Material provided START

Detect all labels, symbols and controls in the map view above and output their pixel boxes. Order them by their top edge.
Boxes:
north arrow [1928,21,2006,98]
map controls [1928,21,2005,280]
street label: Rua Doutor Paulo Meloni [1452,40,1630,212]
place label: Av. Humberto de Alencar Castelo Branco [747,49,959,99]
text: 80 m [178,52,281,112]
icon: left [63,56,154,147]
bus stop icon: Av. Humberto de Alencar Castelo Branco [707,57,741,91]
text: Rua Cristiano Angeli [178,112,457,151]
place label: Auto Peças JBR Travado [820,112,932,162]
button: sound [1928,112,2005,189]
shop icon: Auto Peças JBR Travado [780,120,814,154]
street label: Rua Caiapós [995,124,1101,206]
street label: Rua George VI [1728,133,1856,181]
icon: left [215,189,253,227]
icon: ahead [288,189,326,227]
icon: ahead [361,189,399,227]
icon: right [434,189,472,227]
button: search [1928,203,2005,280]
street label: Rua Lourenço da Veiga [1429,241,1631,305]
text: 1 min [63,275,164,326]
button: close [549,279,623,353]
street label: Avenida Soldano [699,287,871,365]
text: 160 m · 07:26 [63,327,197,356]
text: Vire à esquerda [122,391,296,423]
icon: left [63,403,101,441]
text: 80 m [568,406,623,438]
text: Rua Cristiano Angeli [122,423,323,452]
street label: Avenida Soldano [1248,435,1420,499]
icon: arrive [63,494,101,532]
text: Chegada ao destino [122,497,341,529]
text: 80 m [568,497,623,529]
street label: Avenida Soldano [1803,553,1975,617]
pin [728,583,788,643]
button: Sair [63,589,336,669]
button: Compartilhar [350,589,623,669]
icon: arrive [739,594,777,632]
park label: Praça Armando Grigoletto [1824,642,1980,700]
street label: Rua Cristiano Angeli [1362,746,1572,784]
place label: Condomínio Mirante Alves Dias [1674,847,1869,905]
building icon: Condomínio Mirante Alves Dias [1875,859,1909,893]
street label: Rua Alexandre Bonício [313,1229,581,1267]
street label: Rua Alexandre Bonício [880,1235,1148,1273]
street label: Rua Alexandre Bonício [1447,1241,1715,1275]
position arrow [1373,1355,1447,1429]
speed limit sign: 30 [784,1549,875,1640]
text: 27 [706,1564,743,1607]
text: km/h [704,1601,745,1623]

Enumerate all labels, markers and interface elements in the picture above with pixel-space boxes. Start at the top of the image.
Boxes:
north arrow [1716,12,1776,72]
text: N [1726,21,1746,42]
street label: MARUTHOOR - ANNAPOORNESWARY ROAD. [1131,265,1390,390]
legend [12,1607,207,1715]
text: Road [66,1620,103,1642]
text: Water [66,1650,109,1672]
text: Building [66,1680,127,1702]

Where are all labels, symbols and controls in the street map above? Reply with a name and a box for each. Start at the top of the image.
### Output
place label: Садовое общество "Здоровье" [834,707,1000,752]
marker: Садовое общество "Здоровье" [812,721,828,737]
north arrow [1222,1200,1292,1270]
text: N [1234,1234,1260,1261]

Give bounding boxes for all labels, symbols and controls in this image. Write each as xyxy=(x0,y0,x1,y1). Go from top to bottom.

Material provided END

◆ **Task goal**
Keep only the lines of the listing that contain the word "each", and copy them.

◆ **Exercise output**
Where are all labels, symbols and controls in the street map above? Reply with a name and a box for each. Start at the top of the image.
Give bounding boxes for all labels, symbols and controls in this image. Write each as xyxy=(x0,y0,x1,y1). Go from top to bottom.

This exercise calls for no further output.